One way to handle this issue is with Absinthe’s support for
batching. The idea with batching is that we’re gonna aggregate all the
author_id
s from each post, and then make one call to the user.
Let’s first make a function to get a model by ids:
defmodule MyAppWeb.Schema.Helpers do
def by_id(model, ids) do
import Ecto.Query
ids = ids |> Enum.uniq
model
|> where([m], m.id in ^ids)
|> Repo.all
|> Map.new(&{&1.id, &1})
end
end
Now we can use this function to batch our author lookups:
object :post do
@desc "Author of the post"
field :author, :user do
resolve fn post, _, _ ->
batch({MyAppWeb.Schema.Helpers, :by_id, User}, post.author_id, fn batch_results ->
{:ok, Map.get(batch_results, post.author_id)}
end)
end
end
end
Now we make just two calls to the database. The first call loads all of the posts. Then as Absinthe walks through each post and tries to get the author, it’s instead told to aggregate its information.

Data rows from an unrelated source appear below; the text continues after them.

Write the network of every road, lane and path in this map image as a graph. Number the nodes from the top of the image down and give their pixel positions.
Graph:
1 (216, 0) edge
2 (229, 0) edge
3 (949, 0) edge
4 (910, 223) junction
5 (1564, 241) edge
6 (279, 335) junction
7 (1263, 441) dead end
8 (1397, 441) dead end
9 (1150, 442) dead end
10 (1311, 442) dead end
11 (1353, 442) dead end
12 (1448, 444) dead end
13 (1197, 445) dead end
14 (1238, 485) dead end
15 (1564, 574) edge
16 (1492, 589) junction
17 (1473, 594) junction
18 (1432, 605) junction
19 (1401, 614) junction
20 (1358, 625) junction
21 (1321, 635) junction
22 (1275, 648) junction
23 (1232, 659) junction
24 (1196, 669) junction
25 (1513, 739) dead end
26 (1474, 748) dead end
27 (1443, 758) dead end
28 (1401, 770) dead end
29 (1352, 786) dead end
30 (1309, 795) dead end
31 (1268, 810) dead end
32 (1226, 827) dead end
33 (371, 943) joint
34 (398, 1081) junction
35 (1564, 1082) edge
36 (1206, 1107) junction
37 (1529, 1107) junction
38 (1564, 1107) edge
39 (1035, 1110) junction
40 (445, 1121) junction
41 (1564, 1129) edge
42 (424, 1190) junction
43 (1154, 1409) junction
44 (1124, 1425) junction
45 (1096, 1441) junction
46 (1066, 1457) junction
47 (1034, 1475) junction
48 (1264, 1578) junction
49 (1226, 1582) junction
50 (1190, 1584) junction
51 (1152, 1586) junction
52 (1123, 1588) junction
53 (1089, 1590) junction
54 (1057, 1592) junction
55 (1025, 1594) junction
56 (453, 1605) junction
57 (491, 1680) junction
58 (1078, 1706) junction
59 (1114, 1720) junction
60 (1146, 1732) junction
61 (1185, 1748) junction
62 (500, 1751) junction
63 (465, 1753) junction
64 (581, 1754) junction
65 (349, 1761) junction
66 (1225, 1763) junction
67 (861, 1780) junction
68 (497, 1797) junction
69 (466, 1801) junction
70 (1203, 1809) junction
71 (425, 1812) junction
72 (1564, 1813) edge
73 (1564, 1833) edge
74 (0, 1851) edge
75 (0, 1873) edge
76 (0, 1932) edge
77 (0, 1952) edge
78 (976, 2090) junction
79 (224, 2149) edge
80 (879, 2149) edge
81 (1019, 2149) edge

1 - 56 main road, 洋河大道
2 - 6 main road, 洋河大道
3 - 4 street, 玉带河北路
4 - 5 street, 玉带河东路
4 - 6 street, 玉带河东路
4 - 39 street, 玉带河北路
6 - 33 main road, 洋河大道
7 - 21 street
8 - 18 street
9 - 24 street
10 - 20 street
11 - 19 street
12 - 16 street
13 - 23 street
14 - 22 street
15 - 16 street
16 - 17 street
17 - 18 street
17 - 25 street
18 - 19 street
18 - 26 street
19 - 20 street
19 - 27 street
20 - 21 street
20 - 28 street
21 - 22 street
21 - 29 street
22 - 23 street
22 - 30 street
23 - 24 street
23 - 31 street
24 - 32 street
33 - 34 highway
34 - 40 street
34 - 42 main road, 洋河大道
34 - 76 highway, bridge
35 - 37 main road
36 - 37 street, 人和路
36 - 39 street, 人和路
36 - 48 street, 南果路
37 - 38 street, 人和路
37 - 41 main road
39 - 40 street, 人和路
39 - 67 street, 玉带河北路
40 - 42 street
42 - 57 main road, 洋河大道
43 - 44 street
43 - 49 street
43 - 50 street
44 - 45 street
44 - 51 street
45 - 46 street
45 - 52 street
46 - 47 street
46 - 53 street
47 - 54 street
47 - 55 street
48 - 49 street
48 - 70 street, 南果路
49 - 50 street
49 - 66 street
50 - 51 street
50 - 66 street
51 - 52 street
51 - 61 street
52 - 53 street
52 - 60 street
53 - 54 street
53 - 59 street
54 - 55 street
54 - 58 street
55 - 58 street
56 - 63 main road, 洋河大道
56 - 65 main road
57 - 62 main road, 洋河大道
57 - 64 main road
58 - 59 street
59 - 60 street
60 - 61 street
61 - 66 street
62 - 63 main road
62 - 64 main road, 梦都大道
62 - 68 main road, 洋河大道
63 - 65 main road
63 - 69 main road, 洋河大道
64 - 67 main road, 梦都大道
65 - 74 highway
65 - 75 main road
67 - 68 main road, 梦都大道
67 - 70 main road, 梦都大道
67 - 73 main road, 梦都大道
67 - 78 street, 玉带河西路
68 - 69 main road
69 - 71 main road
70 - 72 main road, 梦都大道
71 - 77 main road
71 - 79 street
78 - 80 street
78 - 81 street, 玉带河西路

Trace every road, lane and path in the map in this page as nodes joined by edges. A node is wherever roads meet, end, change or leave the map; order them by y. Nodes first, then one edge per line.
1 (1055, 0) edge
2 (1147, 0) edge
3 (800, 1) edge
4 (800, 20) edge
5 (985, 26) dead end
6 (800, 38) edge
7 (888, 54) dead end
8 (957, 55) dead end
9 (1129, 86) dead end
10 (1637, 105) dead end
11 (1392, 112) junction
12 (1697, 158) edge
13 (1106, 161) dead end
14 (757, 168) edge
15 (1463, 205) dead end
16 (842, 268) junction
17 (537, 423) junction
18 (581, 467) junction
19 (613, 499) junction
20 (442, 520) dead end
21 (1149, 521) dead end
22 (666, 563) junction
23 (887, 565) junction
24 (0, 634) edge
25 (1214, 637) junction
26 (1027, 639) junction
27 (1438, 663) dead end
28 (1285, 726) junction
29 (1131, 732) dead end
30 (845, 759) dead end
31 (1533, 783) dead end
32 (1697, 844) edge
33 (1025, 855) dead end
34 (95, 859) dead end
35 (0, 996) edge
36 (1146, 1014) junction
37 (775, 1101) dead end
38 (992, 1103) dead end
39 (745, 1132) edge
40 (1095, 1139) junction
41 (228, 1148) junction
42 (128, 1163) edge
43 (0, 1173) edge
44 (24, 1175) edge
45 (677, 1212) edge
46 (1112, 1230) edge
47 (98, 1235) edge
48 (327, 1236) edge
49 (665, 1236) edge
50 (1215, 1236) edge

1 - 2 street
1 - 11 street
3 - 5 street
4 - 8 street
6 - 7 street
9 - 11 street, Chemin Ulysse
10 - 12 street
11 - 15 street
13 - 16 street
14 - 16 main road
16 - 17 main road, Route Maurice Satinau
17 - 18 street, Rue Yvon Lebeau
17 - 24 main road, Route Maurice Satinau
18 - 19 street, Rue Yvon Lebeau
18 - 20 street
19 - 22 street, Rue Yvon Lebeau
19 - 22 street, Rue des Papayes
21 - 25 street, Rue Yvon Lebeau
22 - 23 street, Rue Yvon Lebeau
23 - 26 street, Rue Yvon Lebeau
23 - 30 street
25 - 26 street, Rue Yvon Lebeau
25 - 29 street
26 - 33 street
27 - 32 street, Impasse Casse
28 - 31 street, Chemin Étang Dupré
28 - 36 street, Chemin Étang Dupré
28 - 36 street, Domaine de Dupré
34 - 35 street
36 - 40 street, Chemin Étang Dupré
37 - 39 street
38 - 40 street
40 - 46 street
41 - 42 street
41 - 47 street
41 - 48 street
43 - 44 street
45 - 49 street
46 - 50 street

That aggregate information is passed on to our by_id/2
function from earlier.
It grabs ALL the users in just one database call, and creates a map of user ids
to users.
Absinthe then does a second pass and calls the batch_results
function with that
map, letting us retrieve the individual author for each post.
Not only is this a very efficient way to query the data, it’s also 100% dynamic. If a query document asks for authors, they’re loaded efficiently. If it does not, they aren’t loaded at all.
We’ve made it easier and more flexible, however, with Elixir’s dataloader package.
Dataloader
Absinthe.Middleware.Batch
achieves a lot and, with some helpers, was the
standard way to solve this problem for a long time. While batching still has a
place, it has a few limitations that have driven the development of Dataloader.
There are small scale annoyances like the limitation of only being able to batch
one thing at a time in a field, or the fact that the API can get very verbose.
There’s also some larger scale issues however. Ecto has a fair number of quirks
that make it a difficult library to abstract access to. If you want the
concurrent test system to work, you need to add self()
to all the batch keys
and do Repo.all(caller: pid)
in every batch function so that it knows which
sandbox to use. It gets very easy for your GraphQL functions to become full of
direct database access, inevitably going around important data access rules you
may want to enforce in your contexts. Alternatively, your context functions can
end up with dozens of little functions that only exist to support batching items
by ID.
In time, people involved in larger projects have been able to build some
abstractions, helpers, and conventions around the Absinthe.Middleware.Batch
plugin that have done a good job of addressing these issues. That effort has been
extracted into the Dataloader project, which also draws inspiration from similar
projects in the GraphQL world.
Getting Started
Let’s jump straight in to getting Dataloader working, and then we’ll expand on what’s actually happening behind the scenes.
Using Dataloader is as simple as doing:
import Absinthe.Resolution.Helpers, only: [dataloader: 1]
object :author do
@desc "Author of the post"
field :posts, list_of(:post), resolve: dataloader(Blog)
end
To make this work we need to setup a dataloader, add the Blog
source to it, and
make sure our schema knows it needs to run the dataloader.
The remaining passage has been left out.